This boutique hotel defines what the neighborhood of SoHo is today--once pioneering, now expensive, and always creative. As new properties crowd the field, this hotel’s low-key sophistication stands out. The staff is professional, polished, and more experienced than you'll find at other fashionable hotels.
Contemporary, comfortable rooms have concrete ceilings, minibars inspired by old travel trunks (very neat), and skyline views out of large windows. Black-and-white photography showcases New York in the 1940s and 1950s. Pet goldfish are available by request (this is not a joke).

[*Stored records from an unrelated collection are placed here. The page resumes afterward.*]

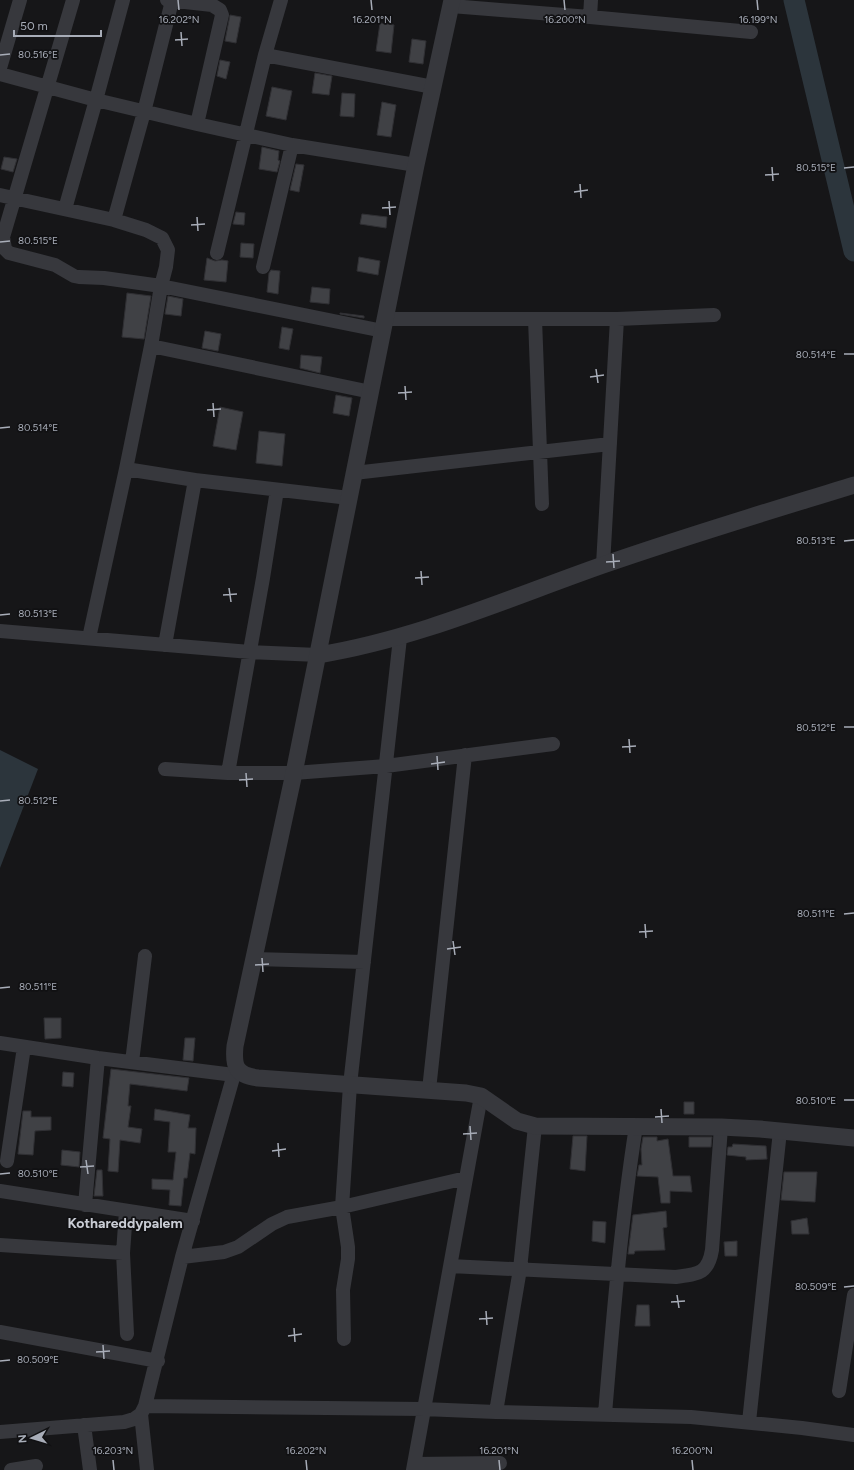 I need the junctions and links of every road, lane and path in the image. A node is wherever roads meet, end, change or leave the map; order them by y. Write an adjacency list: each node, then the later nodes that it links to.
1 (20, 0): 11 (street)
2 (73, 0): 13 (street)
3 (123, 0): 15 (street)
4 (170, 0): 16 (street); 17 (street)
5 (281, 0): 10 (street)
6 (591, 0): 8 (street)
7 (452, 3): 8 (street); 14 (street)
8 (590, 17): 9 (street)
9 (751, 32)
10 (265, 55): 14 (street); 18 (street)
11 (0, 68)
12 (0, 74): 13 (street)
13 (48, 87): 15 (street); 22 (street)
14 (433, 87): 20 (street)
15 (96, 100): 16 (street); 23 (street)
16 (144, 112): 17 (street); 24 (street)
17 (197, 124): 18 (street)
18 (246, 134): 19 (street); 26 (street)
19 (292, 145): 20 (street); 27 (street)
20 (416, 165): 32 (street)
21 (0, 195): 22 (street)
22 (14, 198): 23 (street); 25 (street)
23 (65, 209): 24 (street)
24 (114, 220): 28 (street)
25 (2, 246): 28 (street)
26 (217, 253)
27 (262, 266)
28 (161, 286): 32 (street); 33 (street)
29 (714, 315): 30 (street)
30 (617, 318): 31 (street); 35 (street)
31 (535, 319): 32 (street); 36 (street)
32 (384, 325): 34 (street)
33 (151, 346): 34 (street); 37 (street)
34 (371, 392): 38 (street)
35 (610, 444): 36 (street); 44 (street)
36 (540, 451): 38 (street); 43 (street)
37 (126, 469): 39 (street); 46 (street)
38 (354, 473): 42 (street)
39 (195, 480): 41 (street); 48 (street)
40 (854, 485): 44 (street)
41 (277, 490): 42 (street); 49 (street)
42 (349, 498): 50 (street)
43 (542, 504)
44 (603, 565): 47 (street)
45 (0, 631): 46 (street)
46 (89, 638): 48 (street)
47 (400, 638): 50 (street); 53 (street)
48 (165, 645): 49 (street)
49 (250, 652): 50 (street); 55 (street)
50 (318, 655): 56 (street)
51 (553, 744): 52 (street)
52 (464, 755): 53 (street); 66 (street)
53 (386, 766): 56 (street); 59 (street)
54 (165, 768): 55 (street)
55 (228, 773): 56 (street)
56 (294, 773): 58 (street)
57 (145, 956): 63 (street)
58 (254, 959): 59 (street); 64 (street)
59 (364, 962): 65 (street)
60 (0, 1043): 61 (street)
61 (24, 1047): 62 (street); 73 (street)
62 (98, 1058): 63 (street); 76 (street)
63 (132, 1062): 64 (street)
64 (235, 1071): 65 (street); 79 (street)
65 (350, 1085): 66 (street); 77 (street)
66 (429, 1090): 67 (street)
67 (481, 1096): 68 (street); 74 (street)
68 (535, 1126): 69 (street); 84 (street)
69 (636, 1126): 70 (street); 85 (street)
70 (721, 1127): 71 (street); 85 (street)
71 (780, 1131): 72 (street); 96 (street)
72 (854, 1138)
73 (7, 1161)
74 (466, 1178): 77 (street); 83 (street)
75 (0, 1191): 76 (street)
76 (85, 1205): 78 (street)
77 (342, 1207): 82 (street); 89 (street)
78 (126, 1211): 79 (street); 81 (street)
79 (193, 1221): 82 (street)
80 (0, 1245): 81 (street)
81 (123, 1253): 88 (street)
82 (182, 1257): 90 (street)
83 (450, 1266): 84 (street); 92 (street)
84 (520, 1269): 85 (street); 94 (street)
85 (617, 1275): 95 (street)
86 (854, 1295): 91 (street)
87 (0, 1332): 90 (street)
88 (127, 1334)
89 (344, 1339)
90 (158, 1361): 93 (street)
91 (839, 1391)
92 (423, 1409): 93 (street); 94 (street); 102 (street)
93 (143, 1410): 97 (street); 105 (street)
94 (496, 1412): 95 (street)
95 (605, 1414): 96 (street)
96 (749, 1422): 99 (street)
97 (84, 1425): 98 (street); 104 (street)
98 (0, 1432)
99 (854, 1435)
100 (500, 1463): 102 (street)
101 (36, 1466): 103 (street)
102 (413, 1467)
103 (11, 1470)
104 (90, 1470)
105 (146, 1470)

This property has two penthouses, both with a 1,200 square foot terrace (more than double the size of many NYC apartments). So, if staying in large penthouses is your thing, you should do it here.
YOU SHOULD KNOW Space can be tight in the smallest rooms--check out the corner king rooms that have big windows on two exposures for extra light and space.
Frette towels and bathrobes fill up the attractive bathrooms, which are decorated with sleek subway tiles and artistic wall coverings. The bathrooms are fancy, which is no surprise, given the rest of the hotel.
The Grand Staircase leads to the Salon, a surprisingly big and bright space with lots of comfy seating. At times, it can feel like the living room of the neighborhood.
The Club Room serves three meals a day, which is cool. However, The Parlor (The Club Room’s back room) is reserved for hotel guests during the day and is an oasis of low-lying velvet sofas and leather armchairs--with a fireplace. A great seasonal pleasure is Gilligan’s, a large outdoor space where you can have a drink or meal and hang out on teak lounge chairs.
Located at the southern edge of the neighborhood (closer to Canal Street than the heart of SoHo), this hotel is a convenient starting point for exploring several downtown neighborhoods (including Tribeca, Greenwich Village, and Nolita) on foot. Subway access is nearby with the A, C, and E trains at Canal Street. Taxi and Uber service are also widely available.
Burgers are topped with aged cheddar and crispy onion rings at Black Tap (4-minute walk), a casual restaurant with craft beers and milkshakes. Also, the ever-popular Keith McNally restaurant Balthazar (10-minute walk) hasn’t lost an ounce of its appeal over the years. Rub elbows with locals over an early morning breakfast or reserve a table in the evening for classic French bistro fare. Take a walk up West Broadway to Sadelle’s (7-minute walk), a bakery and restaurant focused on the New York tradition of smoked fish and hot bagels.
If you’re feeling flush, check out the Brandy Library (6-minute walk) a fancy bar with shelves lined with diverse bottles of spirits. Walker’s (5-minute walk) dates back to the 1880s and is one of Tribeca’s last neighborhood watering holes. Also, they are known for pouring an excellent pint of Guinness, which is always good.
WHY WE LIKE IT
Free bike rentals allow guests to explore SoHo on two wheels. This property has 353 rooms but maintains the feel of a cozy little boutique property. We love the bright salon, providing a place to relax or people watch at any time of day. The SoHo Grand has style but lacks pretension--which is rather refreshing in this part of town.